Based on the aforementioned evidence, a two-step process is proposed (Figure 13). In the first step, a [L–AlO3] center is attacked by an oxygen atom of a proximal Me3Sn–O–CUBE group, acting as a nucleophile. A new Al–O–CUBE bond is established and the expelled primary ligand L is captured by the emerging cation [Me3Sn]+ in order to stabilize it.

Figure 13

Figure 13. Proposed two-step pathways leading to the transformation of [L–AlO3] to [AlO4] with one bidentate CUBE.

In the second step, the relatively free-roaming [L–SnMe3]+ cation undergoes an exchange reaction with yet another Me3Sn–O–CUBE group in the vicinity, exchanging L for Me to become the observed additional SnMe4. As the Al centers do not participate, this step should only be affected by the strength of the ligand (and the solvent) and it should be independent of any structural properties of the oligomer network. The presence of the intermediate cation [L–SnMe3]+ and the final [L–SnMe2O–CUBE]+ group is inferred based on the formation of excess SnMe4 as their presence could not be confirmed spectroscopically. It is suspected that their 1H and 13C NMR resonances are too similar to those of the Al-bound ligands and the remaining Me3Sn–O–CUBE groups to allow for resolution in the MAS NMR spectra.
Since the 27Al TQ/MAS NMR analysis supports the presence of at least one bidentate CUBE at each [AlO4] center, only pathways leading to such arrangements are considered.
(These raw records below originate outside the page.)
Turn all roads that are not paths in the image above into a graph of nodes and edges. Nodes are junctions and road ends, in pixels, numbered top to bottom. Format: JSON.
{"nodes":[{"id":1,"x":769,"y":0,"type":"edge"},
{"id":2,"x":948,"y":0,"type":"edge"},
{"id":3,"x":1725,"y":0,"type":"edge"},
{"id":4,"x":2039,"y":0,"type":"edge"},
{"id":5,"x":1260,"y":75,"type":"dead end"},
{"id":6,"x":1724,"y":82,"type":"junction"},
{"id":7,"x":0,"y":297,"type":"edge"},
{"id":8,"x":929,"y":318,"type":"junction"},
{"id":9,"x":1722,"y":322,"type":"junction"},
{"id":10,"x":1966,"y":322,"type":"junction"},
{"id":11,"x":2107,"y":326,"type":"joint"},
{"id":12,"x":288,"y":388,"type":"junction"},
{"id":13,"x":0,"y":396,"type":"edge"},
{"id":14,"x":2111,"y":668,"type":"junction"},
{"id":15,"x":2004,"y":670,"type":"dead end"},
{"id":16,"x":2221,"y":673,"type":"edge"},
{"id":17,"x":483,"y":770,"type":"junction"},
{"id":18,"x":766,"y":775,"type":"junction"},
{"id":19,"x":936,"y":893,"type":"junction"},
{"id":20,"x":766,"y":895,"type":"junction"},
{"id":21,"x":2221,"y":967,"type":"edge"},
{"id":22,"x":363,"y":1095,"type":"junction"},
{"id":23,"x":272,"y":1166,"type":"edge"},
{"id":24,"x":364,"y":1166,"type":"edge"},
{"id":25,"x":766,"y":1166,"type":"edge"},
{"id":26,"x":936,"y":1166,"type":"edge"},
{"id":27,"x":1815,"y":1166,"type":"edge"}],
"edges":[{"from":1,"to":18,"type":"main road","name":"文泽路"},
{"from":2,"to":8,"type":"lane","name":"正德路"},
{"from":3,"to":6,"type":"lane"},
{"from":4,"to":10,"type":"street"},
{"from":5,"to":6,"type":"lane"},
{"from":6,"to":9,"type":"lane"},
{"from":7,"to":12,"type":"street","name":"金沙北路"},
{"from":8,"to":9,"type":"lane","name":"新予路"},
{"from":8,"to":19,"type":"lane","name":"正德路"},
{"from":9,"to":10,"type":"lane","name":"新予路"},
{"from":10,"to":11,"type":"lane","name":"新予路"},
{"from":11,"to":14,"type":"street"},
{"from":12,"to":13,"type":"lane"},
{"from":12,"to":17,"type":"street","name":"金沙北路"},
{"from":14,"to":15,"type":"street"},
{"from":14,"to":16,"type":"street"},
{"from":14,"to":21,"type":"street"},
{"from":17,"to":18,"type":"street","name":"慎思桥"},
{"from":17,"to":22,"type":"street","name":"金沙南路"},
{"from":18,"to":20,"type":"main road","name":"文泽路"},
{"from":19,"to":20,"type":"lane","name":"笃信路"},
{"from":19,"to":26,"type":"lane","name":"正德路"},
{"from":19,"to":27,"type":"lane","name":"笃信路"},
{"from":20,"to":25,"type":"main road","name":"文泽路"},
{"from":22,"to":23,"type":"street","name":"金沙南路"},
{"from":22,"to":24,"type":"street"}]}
In the simplest case, the initial L–Al(OCUBE)3 center is attacked by a neighboring Me3SnO– group of one of the directly connected CUBEs, making it bidentate (Figure 13a). Based on a series of structure optimizations using molecular mechanics, only a single mode of bidentate binding was found feasible─along the edge of the CUBE. While this pathway may be partially responsible for the transformation and it may somewhat increase the local rigidity, it cannot explain the observed dramatic increase in the long-range connectivity (even beyond the point of the sol–gel transition in reaction 6) and the preferential disappearance of L–Al(O2CUBE)(OCUBE) over L–Al(OCUBE)3 as observed by 27Al TQ/MAS NMR (Figure 9). Therefore, a second, presumably more preferred pathway (Figure 13b) is proposed where the L–Al(O2CUBE)(OCUBE) center is attacked by a Me3SnO– group of a more distant CUBE, creating new long-range connectivity. Although the first pathway may benefit from the enforced proximity of the Me3SnO– group, the apparent preference for the second pathway can be supported by the more sterically favorable conditions at the aluminum center (only two CUBEs in the coordination sphere) and the fact that, due to its freedom, the incoming Me3SnO– group can approach from a more favorable direction. As the 27Al TQ/MAS NMR analysis could also support the presence of [Al(O2CUBE)2] sites, the participation of a third pathway starting from L–Al(O2CUBE)(OCUBE) cannot be ruled out (Figure 13c).

The Proposed Source of SnMe4 in the Reactions of [AlCl4]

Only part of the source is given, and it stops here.